O presidente do Sindicato Nacional de Matérias Perigosas (SNMMP), Francisco São Bento, lembrou entretanto, esta terça-feira, que só os portadores do certificado ADR é que têm competência para fazer a descarga de combustível, nos postos de abastecimento.

"Para se poder fazer esses procedimentos, pelo menos a nós, profissionais do setor, são-nos exigidos vários tipos de formações e outras exigências, nomeadamente ser portador do ADR [Certificação de Matérias Perigosas]", disse Francisco São Bento à agência Lusa.

De acordo como dirigente sindical, caso se confirme a existência de casos de funcionários de postos de abastecimento a fazerem descargas sem o ADR está-se a cometer "uma ilegalidade", uma vez que existem procedimentos próprios durante a transfega de combustível.

Associação alerta para perigo de condução por profissionais não qualificados

A Associação Portuguesa de Segurança (APSEI) alertou também esta terça-feira que o transporte de combustíveis deve estar limitado a profissionais qualificados, para evitar acidentes como o de Tarragona, Espanha, em 1978, data em que passou a ser obrigatória uma certificação europeia.

"Todos os condutores que transportam mercadorias classificadas como perigosas, no transporte nacional ou internacional, estão obrigados a uma certificação de acordo com o definido no Acordo europeu relativo ao transporte internacional de mercadorias perigosas por estrada, cuja obrigatoriedade surgiu após um acidente ocorrido em Espanha em 1978, em Los Alfaques, Tarragona, com mais de 200 mortos", segundo a APSEI, a propósito da greve de motoristas.
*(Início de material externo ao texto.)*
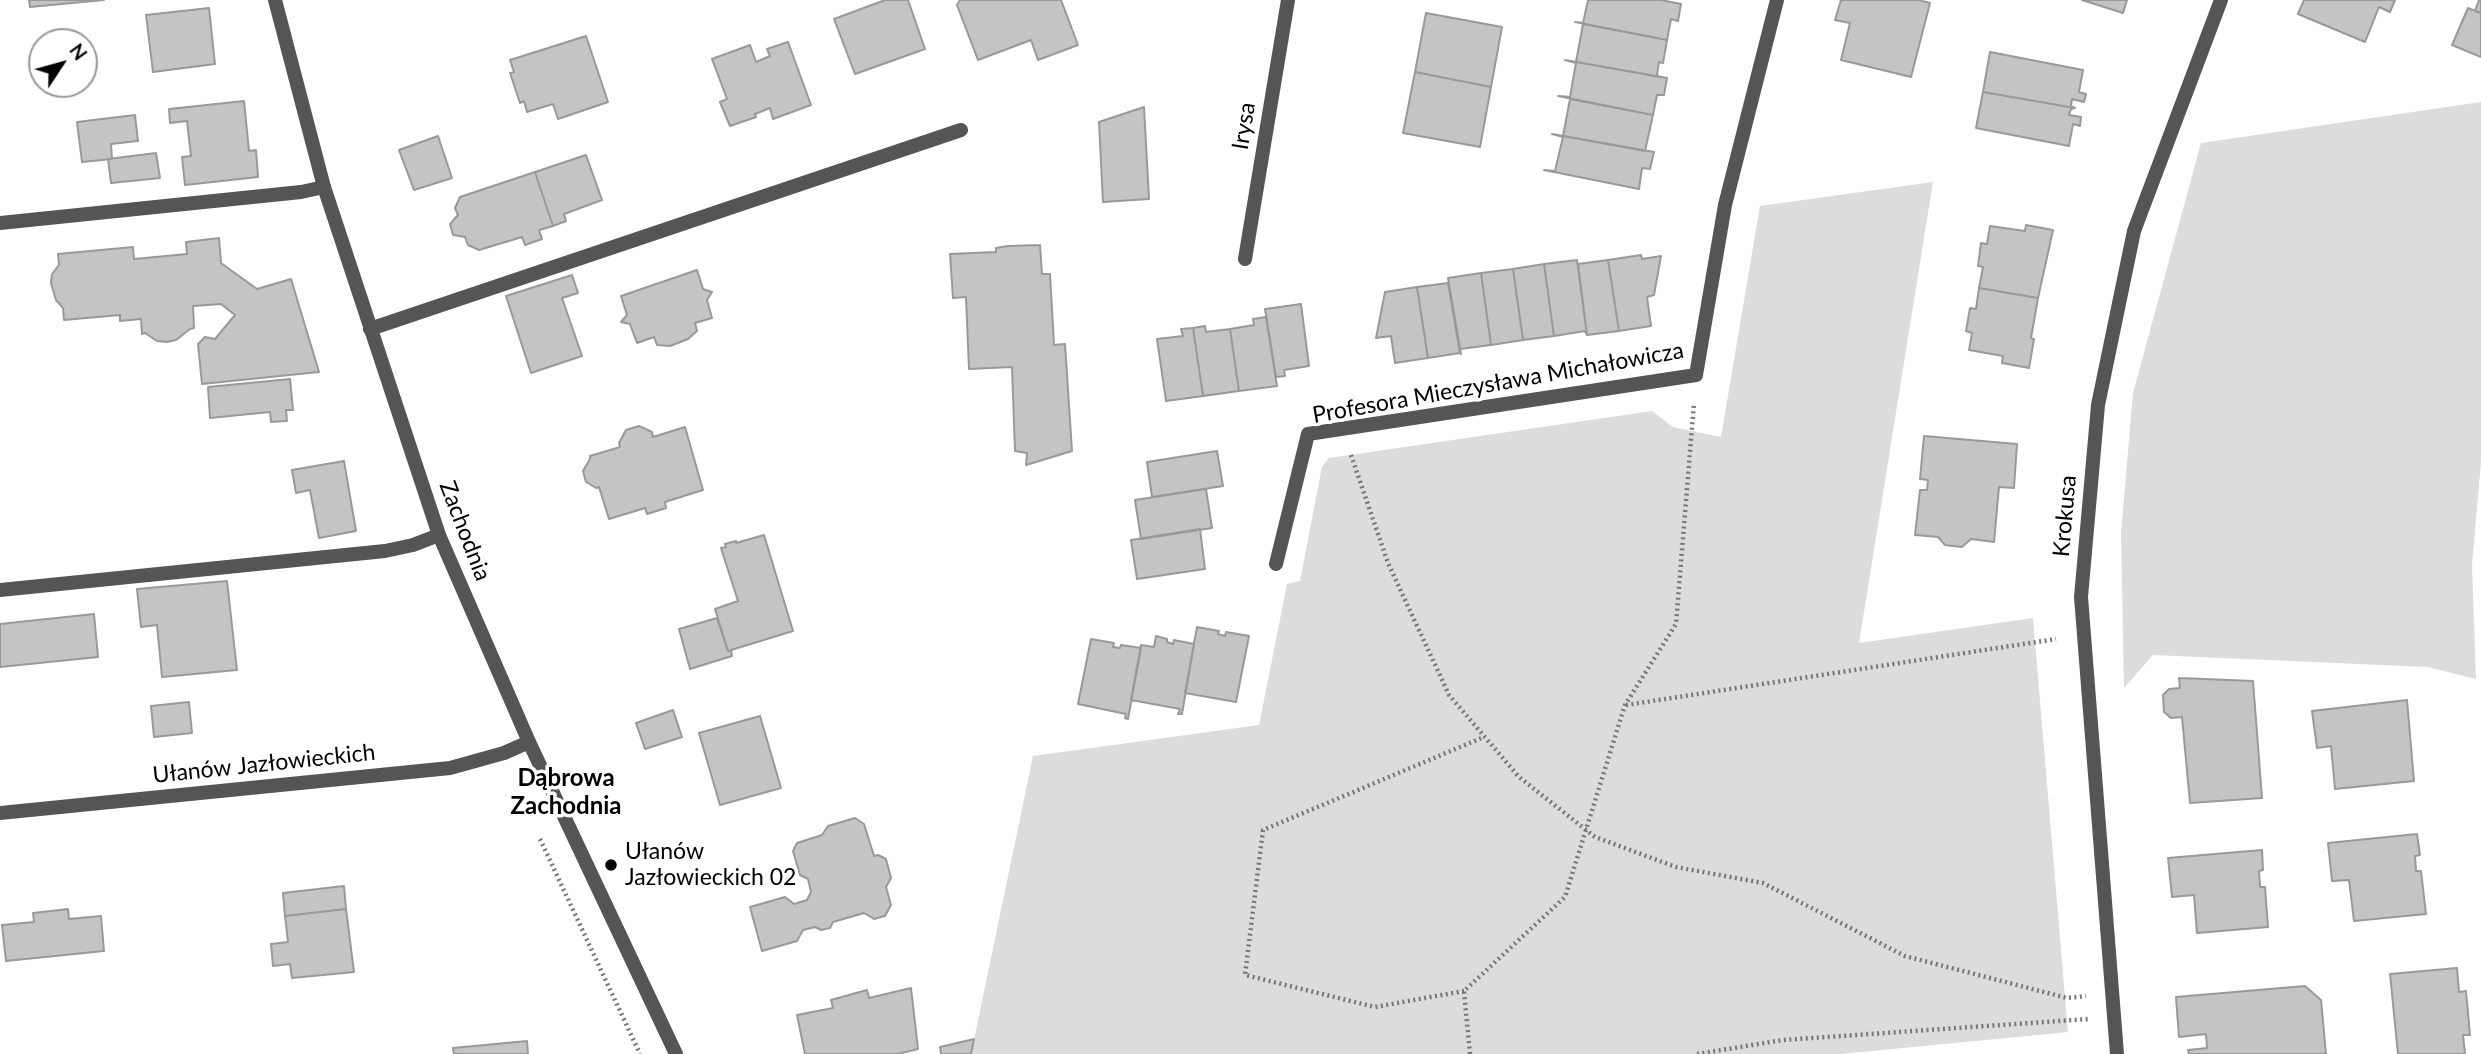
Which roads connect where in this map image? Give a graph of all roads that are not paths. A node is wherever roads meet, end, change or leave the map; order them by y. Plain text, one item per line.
1 (275, 0) edge
2 (1288, 0) edge
3 (1777, 0) edge
4 (2221, 0) edge
5 (961, 130) dead end
6 (324, 187) junction
7 (0, 223) edge
8 (1245, 259) dead end
9 (370, 329) junction
10 (439, 535) junction
11 (1276, 564) dead end
12 (0, 590) edge
13 (529, 742) junction
14 (0, 813) edge
15 (676, 1054) edge
16 (2117, 1054) edge

1 - 6 street, Zachodnia
2 - 8 street, Irysa
3 - 11 street, Profesora Mieczysława Michałowicza
4 - 16 street, Krokusa
5 - 9 street
6 - 7 street
6 - 9 street, Zachodnia
9 - 10 street, Zachodnia
10 - 12 street
10 - 13 street, Zachodnia
13 - 14 street, Ułanów Jazłowieckich
13 - 15 street, Zachodnia

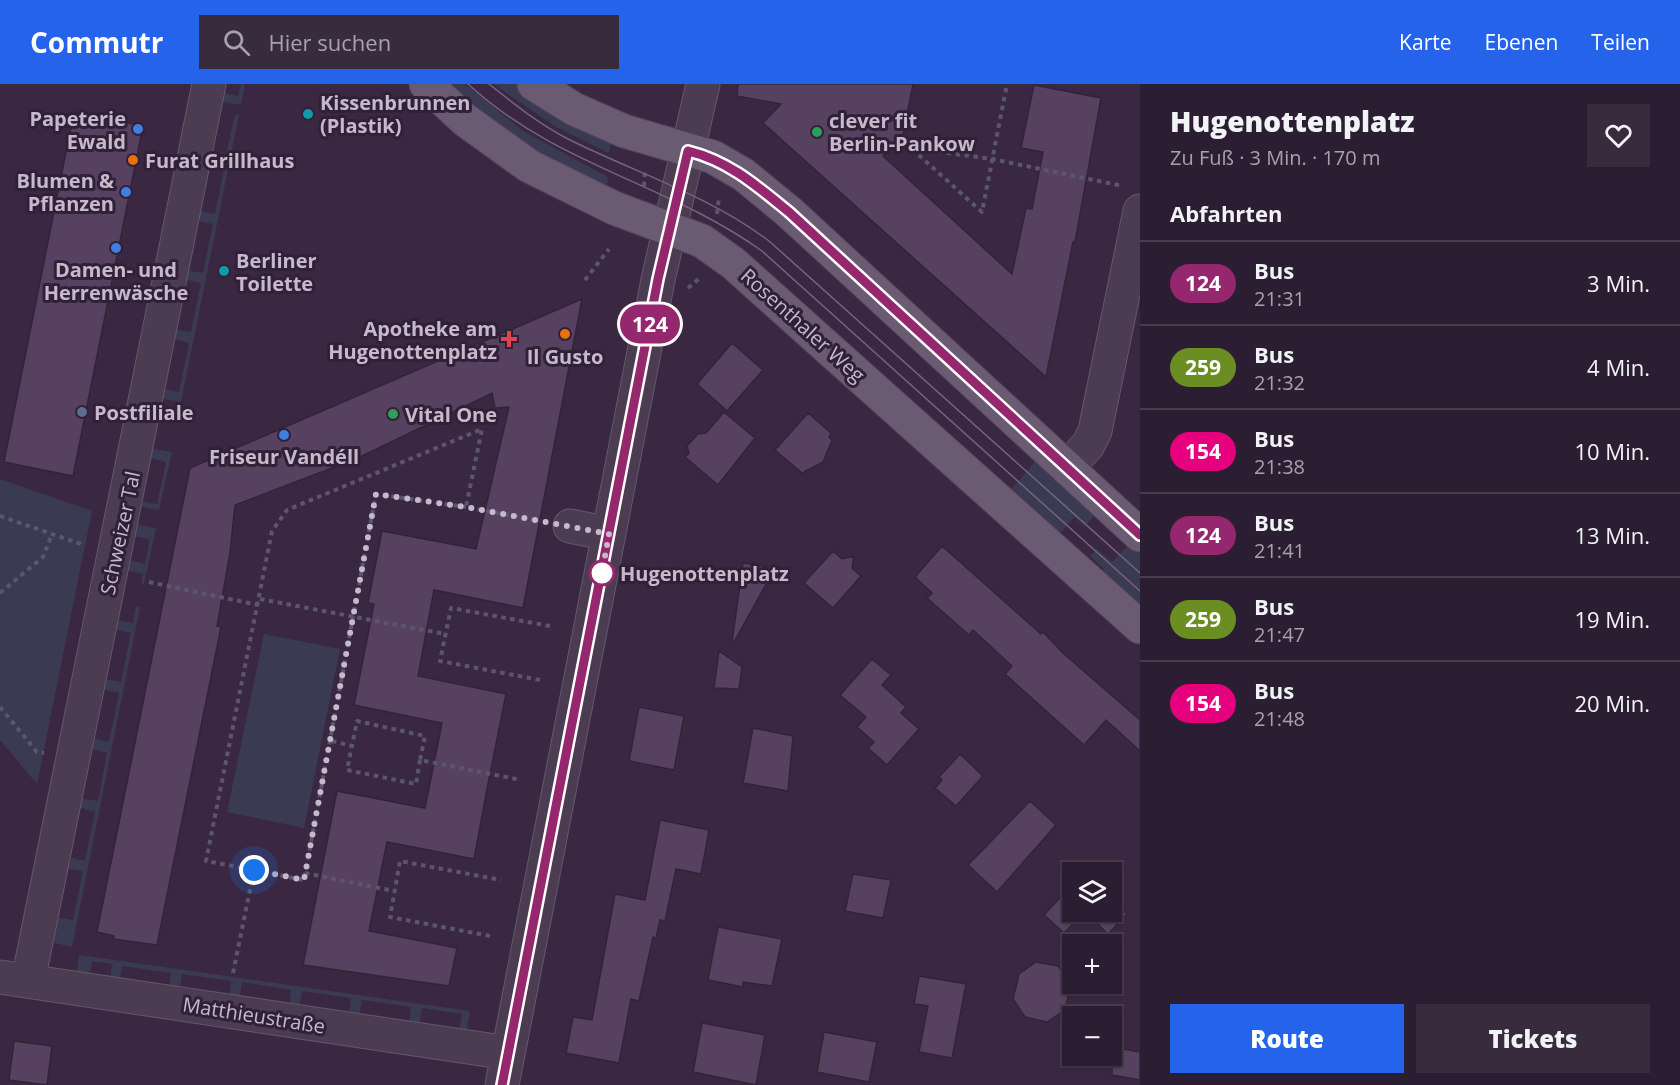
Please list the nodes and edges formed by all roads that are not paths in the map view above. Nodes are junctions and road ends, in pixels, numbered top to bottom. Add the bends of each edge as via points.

As forças de segurança receberam formação para fazer o transporte de matérias perigosas de forma a reduzir o impacto da greve dos motoristas, que hoje cumpre o segundo dia, contudo criticaram a pouca formação que receberam.

No comunicado divulgado, a APSEI, através do seu Núcleo Autónomo de Segurança no Transporte de Mercadorias Perigosas (NAMP), refere que além da carta de condução e certificado de aptidão de motoristas (CAM) e da respetiva carta de qualificação de motorista (CQM), aqueles que fazem operações de transporte de mercadorias perigosas "têm de cumprir um conjunto adicional de requisitos de formação e qualificação que pretendem ser um garante da segurança no transporte".

Segundo a APSEI, para esta certificação, os condutores têm que frequentar um curso de formação base, com um mínimo de 18 sessões teóricas, com a duração mínima de 45 minutos e máxima de 60 minutos cada.

No entanto, para estarem aptos para o transporte em cisternas, acresce ainda uma formação de especialização com a duração mínima de 12 sessões, à qual, em ambos os casos, acresce uma formação prática, nomeadamente em matéria de combate a incêndios.

Greve por tempo indeterminado

A greve que começou na segunda-feira, por tempo indeterminado, foi convocada pelo Sindicato Nacional dos Motoristas de Matérias Perigosas (SNMMP) e pelo Sindicato Independente dos Motoristas de Mercadorias (SIMM), com o objetivo de reivindicar junto da Associação Nacional de Transportadores Públicos Rodoviários de Mercadorias (ANTRAM) o cumprimento do acordo assinado em maio, que prevê uma progressão salarial.

A maioria dos motoristas de carga geral não aderiu, no entanto, à greve, segundo o sindicalista. "Os motoristas de carga geral gozam de uma outra liberdade" e "não aderiram com a força que aderiram os motoristas de matérias perigosas", referiu Pardal Henriques, porta-voz do SNMMP, acrescentando ainda que muitos dos associados trabalham em transportes internacionais, pelo que estão fora do país.